【HISAT2の使い方】RNA-Seq解析におけるマッピング

はじめに

RNA-Seq解析によって得られたシーケンスデータを用いて遺伝子発現量を定量していく際に、一般的にマッピング処理が行われます。マッピングとはリード配列 (FASTQファイル)を参照配列の一致する箇所に並べていく処理のことを言います。 RNA-Seqにおけるマッピングによく使われるソフトウェアとして、HISAT2、STAR、Bowtie2といったものがあります。本ページではHISAT2の使い方を説明します。

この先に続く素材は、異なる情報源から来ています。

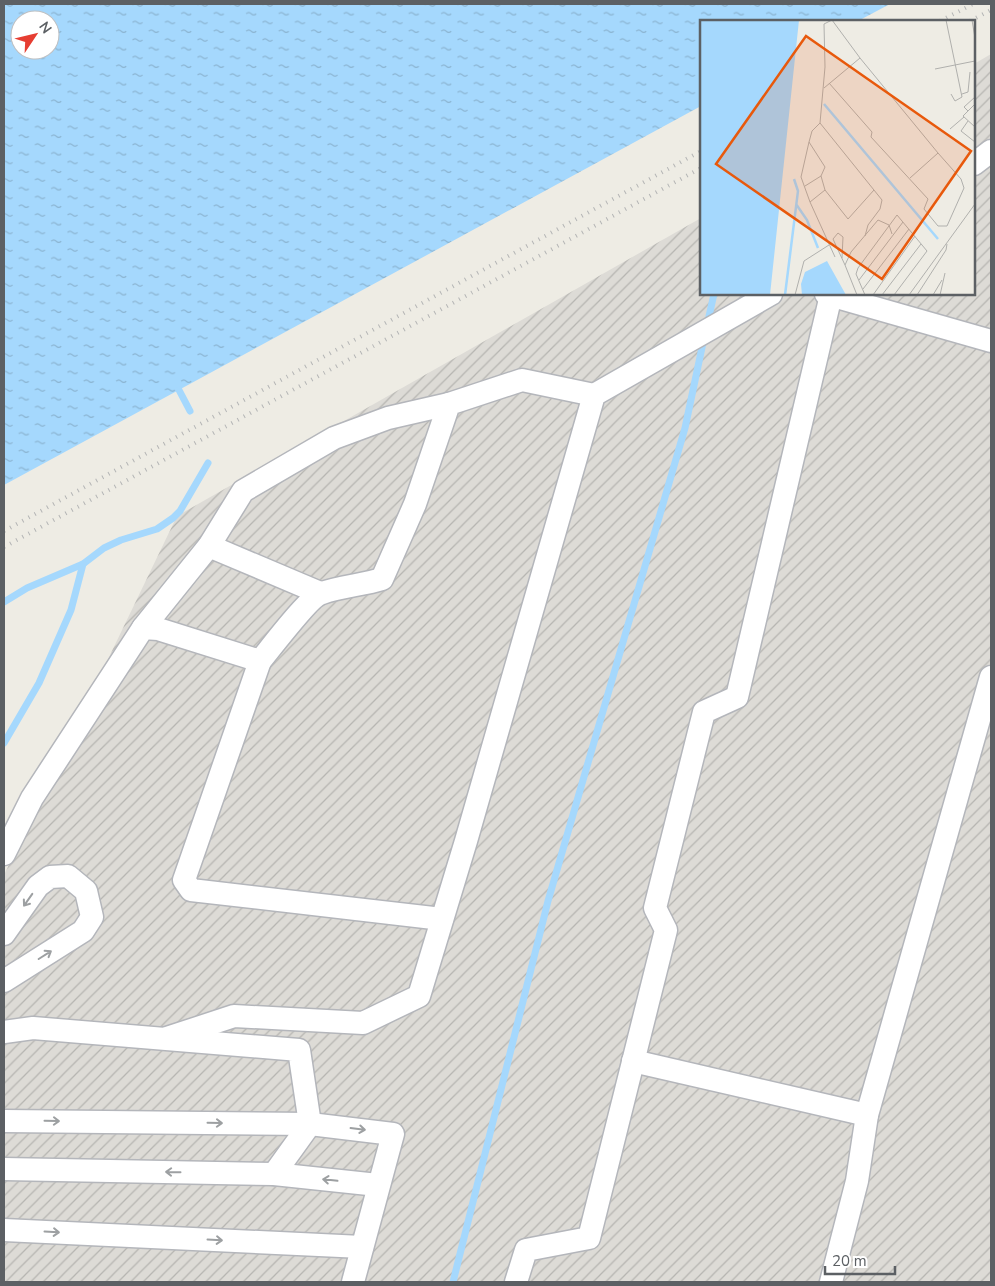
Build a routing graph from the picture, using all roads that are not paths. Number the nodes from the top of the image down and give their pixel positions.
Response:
1 (991, 151) edge
2 (975, 163) edge
3 (829, 295) edge
4 (832, 295) edge
5 (762, 299) edge
6 (991, 341) edge
7 (594, 396) junction
8 (450, 404) junction
9 (209, 546) junction
10 (320, 593) junction
11 (143, 628) junction
12 (260, 661) junction
13 (991, 677) edge
14 (4, 854) edge
15 (442, 919) junction
16 (4, 934) edge
17 (4, 981) edge
18 (4, 1032) edge
19 (167, 1038) junction
20 (633, 1061) junction
21 (867, 1115) junction
22 (4, 1121) edge
23 (310, 1124) junction
24 (4, 1168) edge
25 (274, 1174) junction
26 (378, 1185) junction
27 (4, 1230) edge
28 (362, 1247) junction
29 (353, 1282) edge
30 (516, 1282) edge
31 (831, 1282) edge

1 - 2 lane
3 - 20 lane
4 - 6 lane
5 - 7 lane
7 - 8 lane
7 - 15 lane
8 - 9 lane
8 - 10 lane
9 - 10 lane
9 - 11 lane
10 - 12 lane
11 - 12 lane
11 - 14 lane
12 - 15 lane
13 - 21 lane
15 - 19 lane
17 -> 16 lane
18 - 19 lane
19 - 23 lane
20 - 21 lane
20 - 30 lane
21 - 31 lane
22 -> 23 lane
23 - 25 lane
23 -> 26 lane
25 -> 24 lane
26 -> 25 lane
26 - 28 lane
27 -> 28 lane
28 - 29 lane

RNA-Seqのデータ解析の一連の流れはこちらをご覧ください。

インストール

こちらにバイナリが用意されているのでダウンロードします。

解凍してパスを通しておきましょう。（以下はMacの場合です。）

$ unzip hisat2-2.2.1-OSX_x86_64.zip

ヘルプを表示してみます。

$ hisat2 -h

以下のような内容が表示されれば成功です。

HISAT2 version 2.2.1 by Daehwan Kim (infphilo@gmail.com, www.ccb.jhu.edu/people/infphilo) Usage: hisat2 [options]* -x <ht2-idx> {-1 <m1> -2 <m2> | -U <r> | --sra-acc <SRA accession number>} [-S <sam>] <ht2-idx> Index filename prefix (minus trailing .X.ht2). <m1> Files with #1 mates, paired with files in <m2>. Could be gzip'ed (extension: .gz) or bzip2'ed (extension: .bz2). <m2> Files with #2 mates, paired with files in <m1>. Could be gzip'ed (extension: .gz) or bzip2'ed (extension: .bz2). <r> Files with unpaired reads. Could be gzip'ed (extension: .gz) or bzip2'ed (extension: .bz2). <SRA accession number> Comma-separated list of SRA accession numbers, e.g. --sra-acc SRR353653,SRR353654. <sam> File for SAM output (default: stdout) <m1>, <m2>, <r> can be comma-separated lists (no whitespace) and can be specified many times. E.g. '-U file1.fq,file2.fq -U file3.fq'. ...

index作成（build）

まず以下のコマンドで参照配列のindexを作成していきます。

$ hisat2-build genome.fa genome

genome.faはマッピングしたい参照配列のFASTAファイルです。

この操作によりgenome.1.ht2 ~ genome.8.ht2 の8つのファイルが作成されます。 indexファイルは文字列を高速に検索するために必要なファイルで、HISAT2に限らずほぼすべてのマッピングソフトウェアにおいて事前作成が必要です。

マッピング

次に、リード配列を参照配列にマッピングしていきます。

$ hisat2 -x genome -1 reads1.fastq.gz -2 reads2.fastq.gz -S output.sam

この操作によりSAMファイルが出力されました。SAMファイルはマッピング結果のファイルですが、BAMファイルに変換してソートしておくと便利なので以下の操作を行います。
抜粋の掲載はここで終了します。